= WHAT TO PRODUCE =
Below are records; give the number of their lines that contain "Bradfield", and only that number.

= INFORMATION SHOWN =
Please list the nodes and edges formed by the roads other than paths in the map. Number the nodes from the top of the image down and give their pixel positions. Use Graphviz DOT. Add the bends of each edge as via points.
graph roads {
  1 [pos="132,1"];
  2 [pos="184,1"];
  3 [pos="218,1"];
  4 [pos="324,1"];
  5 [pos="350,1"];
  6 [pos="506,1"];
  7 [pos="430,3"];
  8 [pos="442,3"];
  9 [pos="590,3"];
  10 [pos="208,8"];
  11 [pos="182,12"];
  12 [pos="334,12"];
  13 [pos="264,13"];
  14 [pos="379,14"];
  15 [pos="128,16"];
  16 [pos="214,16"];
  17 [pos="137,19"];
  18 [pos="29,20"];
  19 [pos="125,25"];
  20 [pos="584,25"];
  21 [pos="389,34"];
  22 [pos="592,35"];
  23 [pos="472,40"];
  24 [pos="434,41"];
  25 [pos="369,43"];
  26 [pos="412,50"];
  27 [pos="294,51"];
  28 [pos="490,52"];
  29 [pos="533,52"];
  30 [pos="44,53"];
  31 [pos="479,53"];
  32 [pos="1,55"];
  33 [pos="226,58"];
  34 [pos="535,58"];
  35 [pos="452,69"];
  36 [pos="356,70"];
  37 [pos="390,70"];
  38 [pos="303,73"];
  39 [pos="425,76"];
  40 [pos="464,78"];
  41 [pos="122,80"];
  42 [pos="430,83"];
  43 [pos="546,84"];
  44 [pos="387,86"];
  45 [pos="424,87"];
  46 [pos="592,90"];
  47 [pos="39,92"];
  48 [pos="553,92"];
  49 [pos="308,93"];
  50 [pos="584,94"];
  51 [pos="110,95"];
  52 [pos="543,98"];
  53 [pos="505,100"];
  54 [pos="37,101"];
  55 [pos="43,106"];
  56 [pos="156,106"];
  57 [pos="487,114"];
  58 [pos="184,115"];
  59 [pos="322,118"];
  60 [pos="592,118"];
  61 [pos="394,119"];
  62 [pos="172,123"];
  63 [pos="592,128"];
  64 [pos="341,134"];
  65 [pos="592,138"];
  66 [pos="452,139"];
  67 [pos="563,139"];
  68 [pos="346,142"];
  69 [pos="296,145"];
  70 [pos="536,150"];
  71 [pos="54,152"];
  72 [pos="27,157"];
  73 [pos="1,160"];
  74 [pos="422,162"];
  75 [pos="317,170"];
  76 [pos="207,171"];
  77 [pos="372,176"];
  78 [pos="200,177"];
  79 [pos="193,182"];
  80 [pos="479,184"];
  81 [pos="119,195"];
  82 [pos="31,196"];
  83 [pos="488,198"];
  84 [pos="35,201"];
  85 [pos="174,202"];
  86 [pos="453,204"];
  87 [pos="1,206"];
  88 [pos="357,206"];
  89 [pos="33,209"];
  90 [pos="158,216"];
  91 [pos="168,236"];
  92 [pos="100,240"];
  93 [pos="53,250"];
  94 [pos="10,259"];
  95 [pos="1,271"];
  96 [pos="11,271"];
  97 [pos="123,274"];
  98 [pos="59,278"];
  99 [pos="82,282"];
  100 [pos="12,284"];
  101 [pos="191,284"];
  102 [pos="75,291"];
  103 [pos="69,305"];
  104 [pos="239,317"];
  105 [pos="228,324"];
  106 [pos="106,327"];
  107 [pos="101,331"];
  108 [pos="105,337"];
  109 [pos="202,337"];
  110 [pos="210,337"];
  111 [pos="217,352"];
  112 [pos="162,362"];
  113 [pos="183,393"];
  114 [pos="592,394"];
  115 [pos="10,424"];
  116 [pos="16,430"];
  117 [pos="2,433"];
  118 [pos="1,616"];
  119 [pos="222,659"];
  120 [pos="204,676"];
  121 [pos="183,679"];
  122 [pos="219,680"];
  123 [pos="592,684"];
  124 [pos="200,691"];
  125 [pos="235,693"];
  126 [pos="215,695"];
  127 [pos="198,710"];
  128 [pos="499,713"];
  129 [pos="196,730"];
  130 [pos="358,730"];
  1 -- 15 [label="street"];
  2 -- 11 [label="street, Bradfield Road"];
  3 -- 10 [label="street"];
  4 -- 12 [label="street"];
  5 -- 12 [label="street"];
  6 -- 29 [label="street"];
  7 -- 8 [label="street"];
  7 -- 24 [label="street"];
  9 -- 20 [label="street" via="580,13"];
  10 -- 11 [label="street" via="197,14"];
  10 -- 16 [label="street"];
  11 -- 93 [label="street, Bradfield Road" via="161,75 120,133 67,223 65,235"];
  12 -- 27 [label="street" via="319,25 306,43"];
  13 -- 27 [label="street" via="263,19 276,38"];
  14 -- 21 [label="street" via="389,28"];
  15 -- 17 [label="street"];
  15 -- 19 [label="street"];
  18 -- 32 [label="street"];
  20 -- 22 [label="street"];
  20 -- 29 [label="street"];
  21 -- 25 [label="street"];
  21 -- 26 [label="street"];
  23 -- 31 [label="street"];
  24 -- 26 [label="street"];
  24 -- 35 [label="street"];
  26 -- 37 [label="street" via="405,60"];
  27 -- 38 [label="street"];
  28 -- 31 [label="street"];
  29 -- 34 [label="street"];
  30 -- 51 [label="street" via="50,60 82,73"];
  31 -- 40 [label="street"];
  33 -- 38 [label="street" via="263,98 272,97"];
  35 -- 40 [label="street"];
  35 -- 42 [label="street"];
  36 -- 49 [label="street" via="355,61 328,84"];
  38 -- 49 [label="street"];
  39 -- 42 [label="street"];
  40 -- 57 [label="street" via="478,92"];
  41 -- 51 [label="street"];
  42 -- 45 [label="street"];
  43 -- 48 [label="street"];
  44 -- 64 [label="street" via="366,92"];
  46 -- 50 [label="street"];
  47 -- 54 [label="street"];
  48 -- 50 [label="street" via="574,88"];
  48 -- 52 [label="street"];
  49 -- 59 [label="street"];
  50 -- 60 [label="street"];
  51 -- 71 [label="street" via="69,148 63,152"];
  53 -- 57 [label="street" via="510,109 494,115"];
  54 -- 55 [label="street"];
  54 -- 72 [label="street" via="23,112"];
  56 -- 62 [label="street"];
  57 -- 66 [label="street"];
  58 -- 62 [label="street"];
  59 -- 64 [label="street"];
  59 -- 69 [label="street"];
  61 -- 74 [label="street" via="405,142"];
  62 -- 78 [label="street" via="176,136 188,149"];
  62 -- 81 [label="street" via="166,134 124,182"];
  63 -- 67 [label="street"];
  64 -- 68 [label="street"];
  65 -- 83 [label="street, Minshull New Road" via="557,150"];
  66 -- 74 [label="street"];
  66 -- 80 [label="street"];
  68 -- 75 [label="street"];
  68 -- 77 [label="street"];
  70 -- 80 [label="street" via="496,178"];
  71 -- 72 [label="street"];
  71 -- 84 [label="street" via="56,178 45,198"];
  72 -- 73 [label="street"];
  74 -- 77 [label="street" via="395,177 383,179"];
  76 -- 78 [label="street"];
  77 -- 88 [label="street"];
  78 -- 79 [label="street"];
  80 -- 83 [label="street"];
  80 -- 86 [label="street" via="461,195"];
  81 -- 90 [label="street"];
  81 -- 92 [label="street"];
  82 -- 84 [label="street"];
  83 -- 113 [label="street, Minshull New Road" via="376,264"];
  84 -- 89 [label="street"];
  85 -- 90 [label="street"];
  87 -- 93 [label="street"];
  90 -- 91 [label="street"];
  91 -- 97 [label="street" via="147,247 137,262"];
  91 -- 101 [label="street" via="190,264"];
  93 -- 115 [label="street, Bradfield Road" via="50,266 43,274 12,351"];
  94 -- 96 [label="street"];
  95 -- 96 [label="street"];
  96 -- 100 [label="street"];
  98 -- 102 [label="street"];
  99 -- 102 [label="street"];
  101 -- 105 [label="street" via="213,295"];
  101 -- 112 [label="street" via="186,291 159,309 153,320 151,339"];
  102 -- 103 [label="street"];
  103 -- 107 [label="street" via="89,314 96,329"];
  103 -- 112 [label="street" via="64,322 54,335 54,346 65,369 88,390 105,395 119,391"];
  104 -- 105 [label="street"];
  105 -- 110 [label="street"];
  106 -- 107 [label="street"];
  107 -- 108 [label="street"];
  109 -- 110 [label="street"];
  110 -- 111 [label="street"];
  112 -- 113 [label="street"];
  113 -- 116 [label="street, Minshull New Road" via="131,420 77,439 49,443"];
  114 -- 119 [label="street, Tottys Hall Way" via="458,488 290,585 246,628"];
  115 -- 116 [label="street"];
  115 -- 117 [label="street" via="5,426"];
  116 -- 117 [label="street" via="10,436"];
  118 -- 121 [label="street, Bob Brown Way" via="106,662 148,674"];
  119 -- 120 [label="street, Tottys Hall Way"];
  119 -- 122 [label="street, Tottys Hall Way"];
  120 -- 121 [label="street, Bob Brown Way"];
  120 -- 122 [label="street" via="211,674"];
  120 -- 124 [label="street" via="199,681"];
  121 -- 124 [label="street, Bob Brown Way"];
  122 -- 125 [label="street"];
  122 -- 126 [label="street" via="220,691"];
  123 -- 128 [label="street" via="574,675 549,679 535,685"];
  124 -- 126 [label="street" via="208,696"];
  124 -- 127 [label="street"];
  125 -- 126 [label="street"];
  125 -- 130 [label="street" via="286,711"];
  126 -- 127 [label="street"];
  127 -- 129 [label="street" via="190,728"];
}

= REPLY TO THE EXERCISE =
3